Big Data Analysis in School Adjustment Factors using Data Mining

  • Ko, Sujeong (Dept. of Computer Software, Induk University)
  • Received : 2019.01.20
  • Accepted : 2019.01.31
  • Published : 2019.03.31

Abstract

Data mining technology is applied to various fields because it is a technique for analyzing vast amount of data and finding useful information. In this paper, we propose a big data analysis method that uses Apriori algorithm, which is a data mining technique, to find the related factors that have negative and positive influences on school adjustment. Among Korea Child and Youth Panel Survey(KCYPS), data related to adjustment to school life and data showing parental inclinations were extracted from the data of fourth grade elementary school students, first year middle school students, and high school freshman students, respectively and we have mapped the useful association rules among them. As a result, the factors affecting school adjustment were different according to the timing of the growth process, we were able to find interesting rules by looking for connections between rules. On the other hand, the factors that positively influenced school adjustment were not significantly different from each other, and overall, they were associated with positive variables.

Keywords

1. Introduction

Among the super intelligent technologies in which the technology and the industry are intelligently advanced in the fourth industrial revolution era, a typical fusion technology is a technology related to the big data and the artificial intelligence [1]. Data mining is a big data analysis method combined with artificial intelligence and a text mining. The text mining techniques can extract useful information from informal text data and include emotional analysis, frequency analysis, and association analysis [2, 3].

Data mining technology is applied to various fields of data and extracts useful information to create new values [4]. In particular, it can create new useful values when applied to data with diverse characteristics, such as child or adolescent data. Finding the factors that can be associated with school adjustment or maladjustment among parental parenting schemes is a useful study to apply data mining techniques. Existing researches that studies the relationship between parents' parenting attitude and school adjustment are as follows. The first is a study on the influence of adolescent family structure on school adjustment through multi-group analysis [5], and the second is a study on the relationship between parents, teachers, and peers in the relationship between self-efficacy and school adjustment [6], the last is a study on the parenting rearing attitude in the development trajectory relationship between adolescent school adjustment and academic achievement [7].

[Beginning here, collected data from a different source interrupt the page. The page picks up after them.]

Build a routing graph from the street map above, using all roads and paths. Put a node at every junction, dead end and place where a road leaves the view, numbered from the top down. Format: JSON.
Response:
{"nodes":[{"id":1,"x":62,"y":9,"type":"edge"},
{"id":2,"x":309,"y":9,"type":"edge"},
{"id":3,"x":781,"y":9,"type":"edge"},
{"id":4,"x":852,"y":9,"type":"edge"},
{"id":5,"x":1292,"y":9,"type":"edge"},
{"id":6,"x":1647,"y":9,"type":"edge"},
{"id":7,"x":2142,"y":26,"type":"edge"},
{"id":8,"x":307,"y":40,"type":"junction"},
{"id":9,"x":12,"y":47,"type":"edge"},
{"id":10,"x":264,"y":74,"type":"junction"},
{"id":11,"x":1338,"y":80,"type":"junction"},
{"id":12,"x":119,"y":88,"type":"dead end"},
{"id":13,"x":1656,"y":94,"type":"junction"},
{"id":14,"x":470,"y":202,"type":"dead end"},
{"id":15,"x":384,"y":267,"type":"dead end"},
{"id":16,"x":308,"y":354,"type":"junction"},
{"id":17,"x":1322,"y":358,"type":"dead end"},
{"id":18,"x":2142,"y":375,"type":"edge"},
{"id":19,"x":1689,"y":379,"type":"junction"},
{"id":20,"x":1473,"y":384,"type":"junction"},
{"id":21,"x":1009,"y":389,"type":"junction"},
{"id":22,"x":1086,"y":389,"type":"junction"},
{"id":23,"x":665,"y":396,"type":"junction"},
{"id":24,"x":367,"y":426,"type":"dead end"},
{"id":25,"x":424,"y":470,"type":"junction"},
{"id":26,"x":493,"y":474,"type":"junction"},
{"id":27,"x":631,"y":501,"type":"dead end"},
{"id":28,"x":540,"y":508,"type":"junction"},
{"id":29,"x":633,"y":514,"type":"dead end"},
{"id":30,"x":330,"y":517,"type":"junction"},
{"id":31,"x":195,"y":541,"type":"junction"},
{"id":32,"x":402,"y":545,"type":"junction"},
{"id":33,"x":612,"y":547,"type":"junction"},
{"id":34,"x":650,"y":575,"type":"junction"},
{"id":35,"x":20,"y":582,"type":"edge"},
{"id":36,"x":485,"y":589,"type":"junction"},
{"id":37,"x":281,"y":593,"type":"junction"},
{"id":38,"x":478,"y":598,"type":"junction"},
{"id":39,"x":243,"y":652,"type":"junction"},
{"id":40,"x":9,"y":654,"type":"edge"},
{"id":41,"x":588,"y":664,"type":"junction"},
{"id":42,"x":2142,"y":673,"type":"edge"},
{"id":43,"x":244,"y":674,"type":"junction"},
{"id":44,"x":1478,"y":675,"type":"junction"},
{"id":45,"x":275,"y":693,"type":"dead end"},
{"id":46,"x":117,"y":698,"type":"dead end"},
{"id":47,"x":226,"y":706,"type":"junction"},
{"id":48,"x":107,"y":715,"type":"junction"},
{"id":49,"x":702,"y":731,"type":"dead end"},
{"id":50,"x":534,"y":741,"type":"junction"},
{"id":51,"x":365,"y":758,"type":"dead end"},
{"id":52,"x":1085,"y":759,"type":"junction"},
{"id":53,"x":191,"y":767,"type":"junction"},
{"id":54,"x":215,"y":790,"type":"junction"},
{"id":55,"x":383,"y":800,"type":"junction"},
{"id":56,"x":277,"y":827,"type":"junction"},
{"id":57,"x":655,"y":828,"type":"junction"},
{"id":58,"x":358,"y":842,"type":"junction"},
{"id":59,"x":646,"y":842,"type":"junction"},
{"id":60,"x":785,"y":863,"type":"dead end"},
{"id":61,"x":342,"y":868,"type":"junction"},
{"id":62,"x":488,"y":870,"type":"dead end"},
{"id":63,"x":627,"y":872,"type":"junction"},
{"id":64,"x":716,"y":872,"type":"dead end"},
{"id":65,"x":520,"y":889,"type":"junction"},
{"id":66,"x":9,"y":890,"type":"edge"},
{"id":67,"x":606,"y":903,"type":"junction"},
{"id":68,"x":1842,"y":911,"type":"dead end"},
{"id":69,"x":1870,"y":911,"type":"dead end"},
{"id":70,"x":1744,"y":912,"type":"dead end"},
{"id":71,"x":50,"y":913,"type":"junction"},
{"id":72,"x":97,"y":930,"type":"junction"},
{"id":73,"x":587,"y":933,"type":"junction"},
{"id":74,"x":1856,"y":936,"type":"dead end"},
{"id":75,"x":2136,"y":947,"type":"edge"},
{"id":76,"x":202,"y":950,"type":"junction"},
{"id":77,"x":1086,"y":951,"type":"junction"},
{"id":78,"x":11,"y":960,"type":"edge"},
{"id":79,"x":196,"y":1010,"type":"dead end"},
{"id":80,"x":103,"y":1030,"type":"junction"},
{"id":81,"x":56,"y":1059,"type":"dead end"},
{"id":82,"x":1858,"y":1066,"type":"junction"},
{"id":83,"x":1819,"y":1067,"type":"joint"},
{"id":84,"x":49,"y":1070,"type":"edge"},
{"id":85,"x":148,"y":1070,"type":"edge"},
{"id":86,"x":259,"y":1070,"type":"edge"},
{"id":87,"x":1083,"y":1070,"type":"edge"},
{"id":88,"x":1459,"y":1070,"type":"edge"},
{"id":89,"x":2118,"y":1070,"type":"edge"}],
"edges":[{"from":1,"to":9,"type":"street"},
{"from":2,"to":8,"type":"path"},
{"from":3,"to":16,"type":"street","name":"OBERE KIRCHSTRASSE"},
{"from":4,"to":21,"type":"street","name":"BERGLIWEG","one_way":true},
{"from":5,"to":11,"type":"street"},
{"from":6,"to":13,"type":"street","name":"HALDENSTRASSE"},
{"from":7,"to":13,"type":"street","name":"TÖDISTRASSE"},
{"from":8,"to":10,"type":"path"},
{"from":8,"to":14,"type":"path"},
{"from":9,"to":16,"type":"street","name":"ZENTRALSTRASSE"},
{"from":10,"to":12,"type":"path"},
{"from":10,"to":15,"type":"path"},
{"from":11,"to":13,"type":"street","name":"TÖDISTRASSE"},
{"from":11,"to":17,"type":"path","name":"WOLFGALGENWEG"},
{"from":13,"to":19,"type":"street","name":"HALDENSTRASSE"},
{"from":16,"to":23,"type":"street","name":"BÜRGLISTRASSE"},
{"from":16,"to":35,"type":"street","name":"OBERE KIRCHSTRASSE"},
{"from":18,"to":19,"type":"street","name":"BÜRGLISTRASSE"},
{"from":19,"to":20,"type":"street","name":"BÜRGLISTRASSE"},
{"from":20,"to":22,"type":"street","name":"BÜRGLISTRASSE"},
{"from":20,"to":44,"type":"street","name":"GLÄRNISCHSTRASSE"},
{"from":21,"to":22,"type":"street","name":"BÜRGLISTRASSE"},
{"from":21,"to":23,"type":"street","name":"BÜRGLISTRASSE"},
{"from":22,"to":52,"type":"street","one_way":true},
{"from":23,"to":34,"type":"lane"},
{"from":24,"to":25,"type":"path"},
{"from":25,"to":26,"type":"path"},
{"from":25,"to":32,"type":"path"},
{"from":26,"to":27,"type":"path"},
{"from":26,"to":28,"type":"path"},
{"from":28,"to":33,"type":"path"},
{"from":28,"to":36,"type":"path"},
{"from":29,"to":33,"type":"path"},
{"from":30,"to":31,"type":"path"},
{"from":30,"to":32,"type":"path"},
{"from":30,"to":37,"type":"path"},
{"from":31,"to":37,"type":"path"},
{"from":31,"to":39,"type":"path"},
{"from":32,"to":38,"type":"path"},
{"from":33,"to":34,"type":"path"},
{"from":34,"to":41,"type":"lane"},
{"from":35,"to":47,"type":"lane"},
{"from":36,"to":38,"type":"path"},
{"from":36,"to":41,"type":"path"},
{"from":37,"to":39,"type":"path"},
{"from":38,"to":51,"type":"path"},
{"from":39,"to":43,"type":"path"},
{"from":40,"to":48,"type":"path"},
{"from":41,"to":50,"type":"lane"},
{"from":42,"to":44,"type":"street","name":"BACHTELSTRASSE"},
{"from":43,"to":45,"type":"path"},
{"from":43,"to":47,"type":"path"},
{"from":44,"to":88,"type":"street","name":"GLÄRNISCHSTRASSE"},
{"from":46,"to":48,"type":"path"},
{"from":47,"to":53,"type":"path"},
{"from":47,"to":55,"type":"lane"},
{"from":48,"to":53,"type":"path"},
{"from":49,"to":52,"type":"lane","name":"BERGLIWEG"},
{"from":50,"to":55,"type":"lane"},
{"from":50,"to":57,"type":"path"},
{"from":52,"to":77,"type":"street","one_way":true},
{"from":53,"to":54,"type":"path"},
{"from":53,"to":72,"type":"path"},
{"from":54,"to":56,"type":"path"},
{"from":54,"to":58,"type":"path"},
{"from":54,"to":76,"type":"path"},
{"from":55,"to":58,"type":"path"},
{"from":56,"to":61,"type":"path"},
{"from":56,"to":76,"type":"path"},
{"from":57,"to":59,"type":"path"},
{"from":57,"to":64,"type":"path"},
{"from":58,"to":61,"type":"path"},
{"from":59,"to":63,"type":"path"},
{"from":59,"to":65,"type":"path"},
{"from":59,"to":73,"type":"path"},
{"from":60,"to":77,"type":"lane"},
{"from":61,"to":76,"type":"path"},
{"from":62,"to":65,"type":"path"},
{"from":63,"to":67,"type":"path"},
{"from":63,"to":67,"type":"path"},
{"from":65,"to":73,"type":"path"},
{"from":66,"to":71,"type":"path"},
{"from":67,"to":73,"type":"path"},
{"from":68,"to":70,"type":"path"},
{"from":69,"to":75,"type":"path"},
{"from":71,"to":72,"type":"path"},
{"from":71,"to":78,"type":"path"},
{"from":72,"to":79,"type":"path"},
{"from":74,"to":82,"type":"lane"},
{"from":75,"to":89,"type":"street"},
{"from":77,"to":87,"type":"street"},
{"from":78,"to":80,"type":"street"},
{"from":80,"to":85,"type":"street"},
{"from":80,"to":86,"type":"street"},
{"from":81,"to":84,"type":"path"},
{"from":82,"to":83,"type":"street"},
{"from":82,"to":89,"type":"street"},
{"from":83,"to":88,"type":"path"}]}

In this paper, we conducted association rule analysis using Apriori algorithm [8], which is a data mining technique, in order to find the factors that have negative and positive influences on the adjustment of school life in big data. Association rule analysis has the advantage of finding interesting links between very large numbers of variables and finding expert knowledge or interesting rules. For this purpose, the variables representing the students’ school adjustment status and parental inclinations are extracted from KCYPS (Korea Child and Youth Panel Survey) [9], and we found out the specific and useful association rules from the data. In particular, we have analyzed longitudinal changes in the factors related to school adjustment as students grow up by the analysis of the factors affecting school adjustment for fourth grade in elementary school, first grade in middle school, and first grade in high school, respectively.

The composition of this paper is as follows. Section 2 describes Apriori algorithm for association rule mining. Section 3 analyzes the factors influencing school adjustment. Section 4 describes the performance evaluation, and Section 5 concludes.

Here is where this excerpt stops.